Mi reflexión anterior sobre la sociedad del “como sí“, esa que debe guardar a toda costa las apariencias, ha sido cabalmente comprendida en el seno del Movimiento Ciudadano por la República Constitucional. Pero mi denuncia de la falsedad del sistema monárquico podría ser entendida, a sensu contrario, como una reivindicación republicana de la necesidad de verdad, entendida como correspondencia especular entre la sociedad civil y la sociedad política, entre lo privado y lo público. Lo cual está muy lejos de mi pensamiento. Pues esa pretensión solo es propia de los sistemas totalitarios, como hace años lo puso de relieve Hannah Arendt.

La sociedad política no puede ser espejo de la civil, tanto por la naturaleza voluntaria de su formación en partidos políticos y medios forjadores de la opinión pública, como por la distinta función de ambas sociedades. Del mismo modo que el mandato representativo no exige, en el derecho privado, que el representante sea un fiel reflejo del representado, sino un simple portavoz y ejecutor de su voluntad, la sociedad política tampoco debe aspirar a ser verdadera por su exacta correspondencia con la civil. Las diferencias entre representación y representatividad, de un lado, y entre lo real y lo simbólico, de otro, explican la clase de verdad que los ciudadanos pueden ver realizada en la “res publica“.

Un sistema político es verdadero, aunque no sea justo, si cumple dos requisitos primordiales: ser representativo de la sociedad civil y no ser simbólico -como el arte modernitario- de otros símbolos abstractos (pueblo, nación, comunidad, monarquía, república), sino de realidades concretas o susceptibles de ser concretadas (electores, cuerpo electoral, gobernados). Los símbolos de otro símbolo, legítimos en las instituciones litúrgicas, renuevan el automatismo sentimental de los nacionalismos y demás demagogias.
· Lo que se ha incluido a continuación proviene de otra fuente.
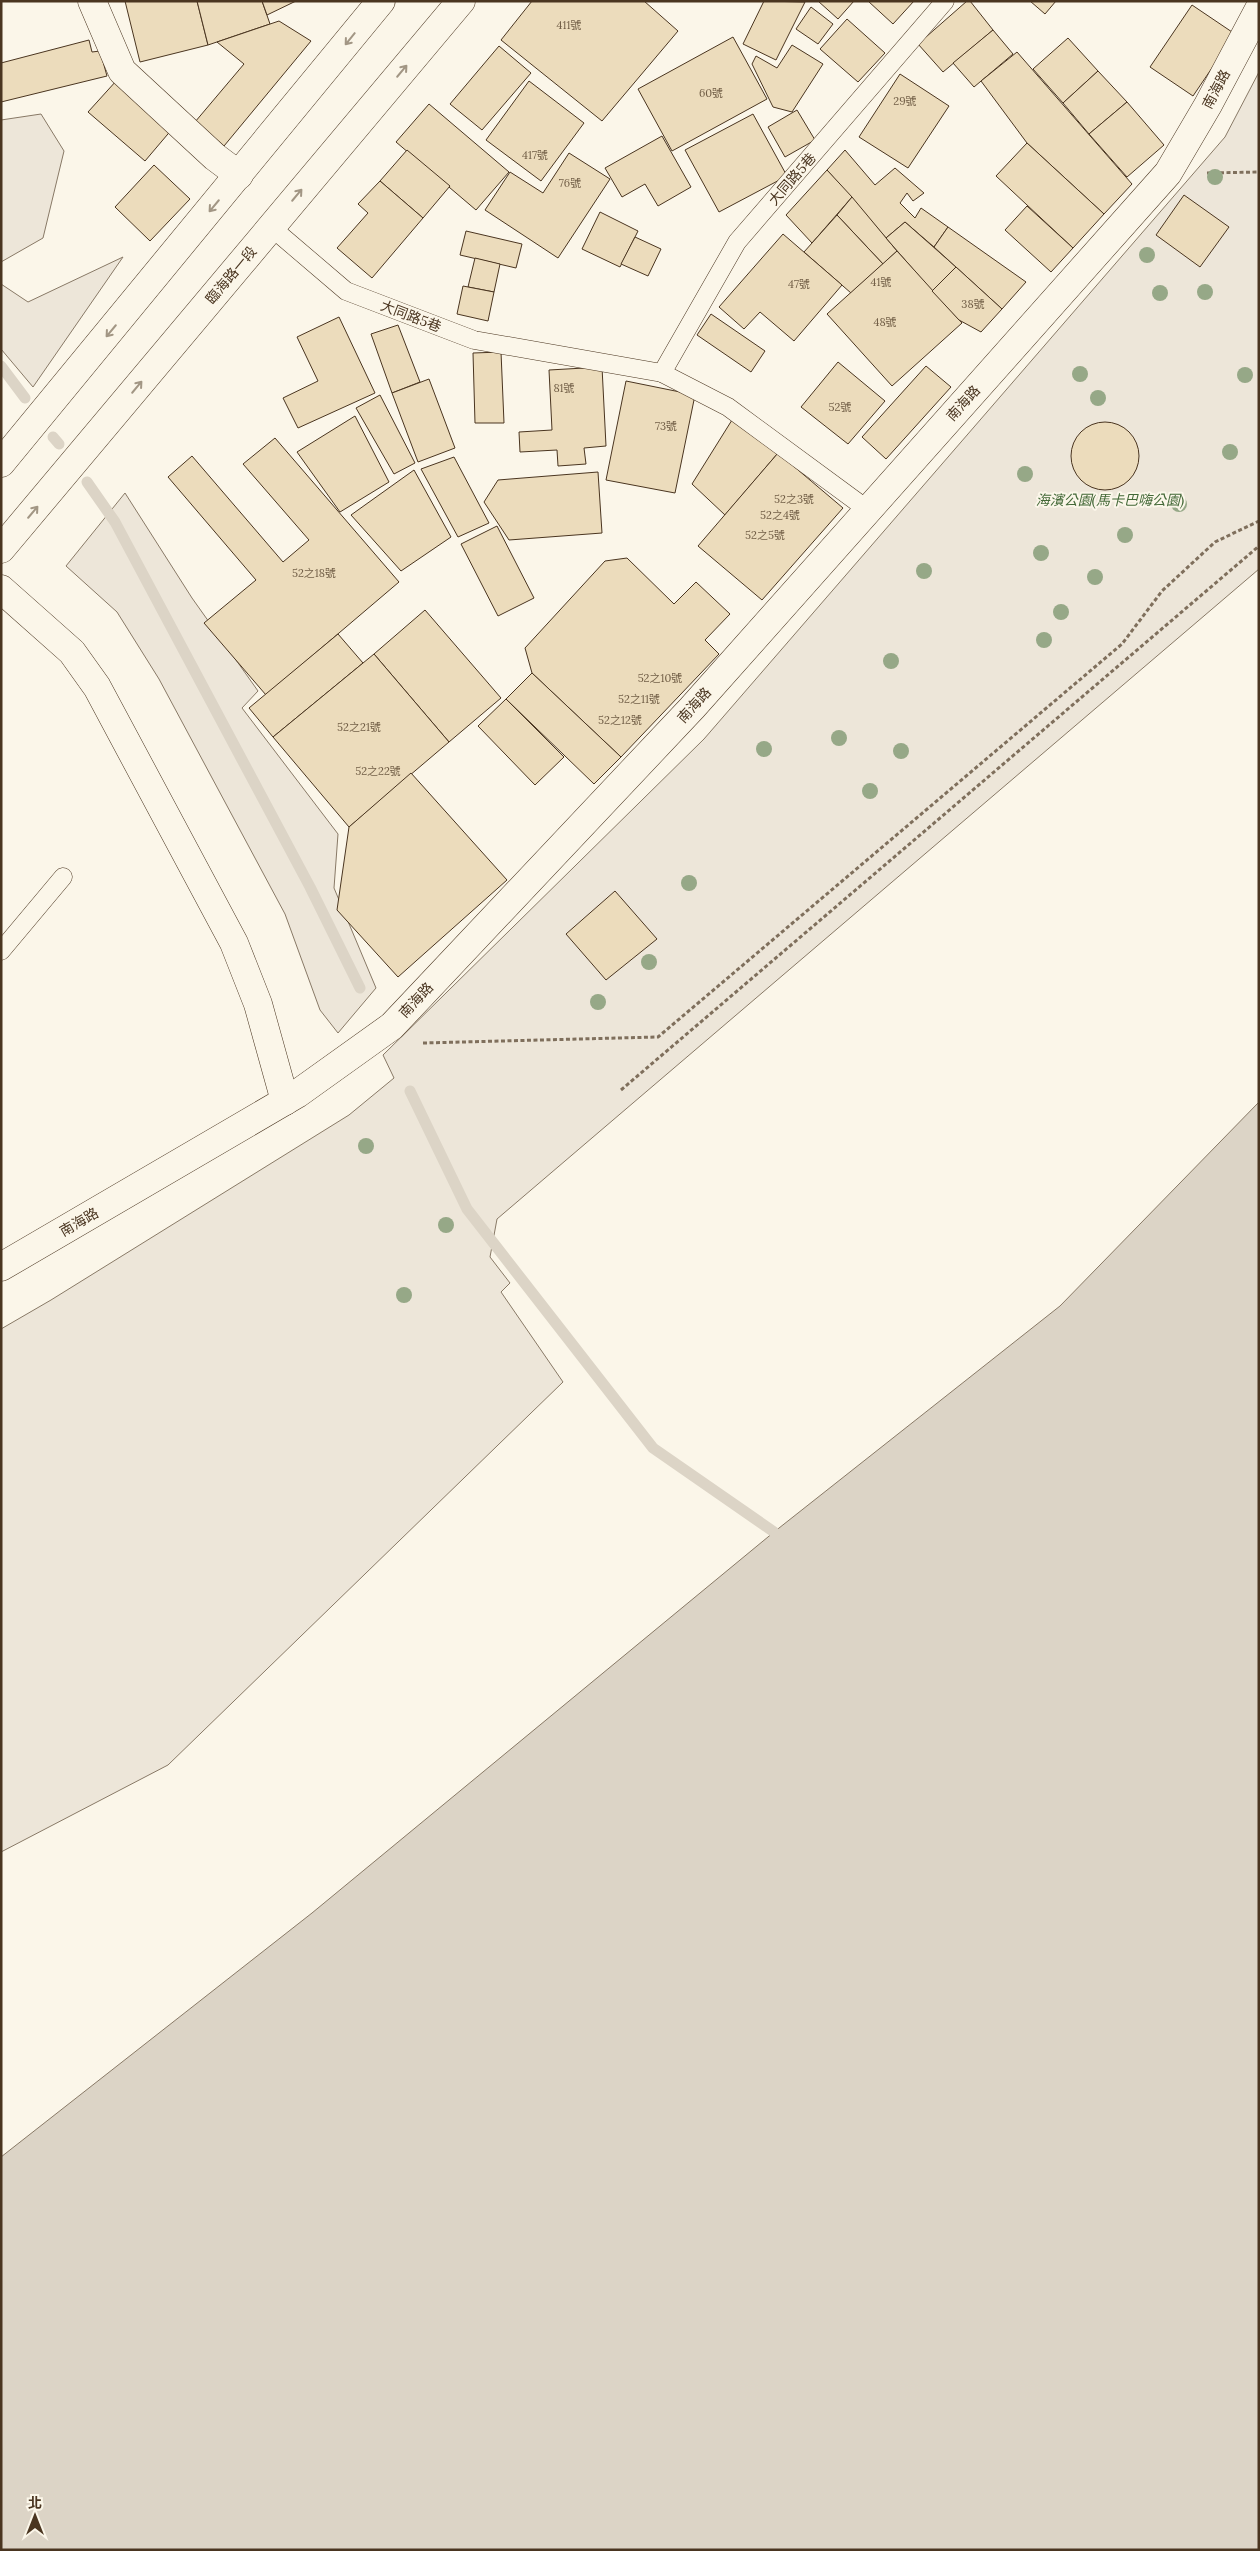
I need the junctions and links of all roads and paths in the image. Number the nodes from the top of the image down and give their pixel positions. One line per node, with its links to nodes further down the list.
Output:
1 (92, 1): 8 (street)
2 (381, 1): 8 (street, one-way to 8)
3 (461, 1): 9 (street, 臨海路一段, one-way to 3)
4 (945, 1): 10 (lane, 大同路5巷)
5 (1259, 9): 7 (street, 南海路)
6 (1259, 172): 7 (path)
7 (1168, 173): 12 (street, 南海路)
8 (239, 175): 11 (street, one-way to 11)
9 (271, 227): 10 (lane, 大同路5巷); 15 (street, 臨海路一段, one-way to 9)
10 (662, 373): 12 (lane, 大同路5巷)
11 (2, 458)
12 (868, 510): 19 (street, 南海路)
13 (1259, 521): 19 (path)
14 (1259, 546): 20 (path)
15 (1, 549)
16 (1, 589): 21 (street)
17 (63, 877): 18 (lane)
18 (1, 951)
19 (392, 1026): 21 (street, 南海路)
20 (621, 1090)
21 (285, 1101): 22 (street, 南海路)
22 (1, 1268)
El primer requisito es condición esencial de legitimidad de la clase política y los órganos de formación de la opinión pública. En el Estado de Partidos falta este requisito. El consenso, el como sí y la salvaguarda de las apariencias, hacen falso el sistema político. El segundo requisito, no ser simbólica de otros símbolos, es condición existencial de una Constitución democrática. Es decir, el sistema político ha de ser representativo de la sociedad civil y de todos sus sectores sociales. El sistema de gobierno, tanto en su dimensión ejecutiva como en la legislativa, debe ser representante de los electores en virtud de mandato imperativo y revocable.

La Constitución de la Monarquía de Partidos no es real, sino una ficción infantiloide del como si, porque lo único que constituye es un símbolo de otros símbolos contradictorios. ¡Monarquía simbólica de cuatro simbólicas soberanías: la soberana, la popular, la nacional y la parlamentaria! Tanta palabrería para esconder que no hay más soberanía que la del jefe del partido estatal gobernante. Y tampoco puede la monarquía llegar a ser democrática por vía de reforma, porque el concepto de soberanía implica el de su indivisibilidad, mientras que la democracia nace y se basa en la división de la soberanía estatal.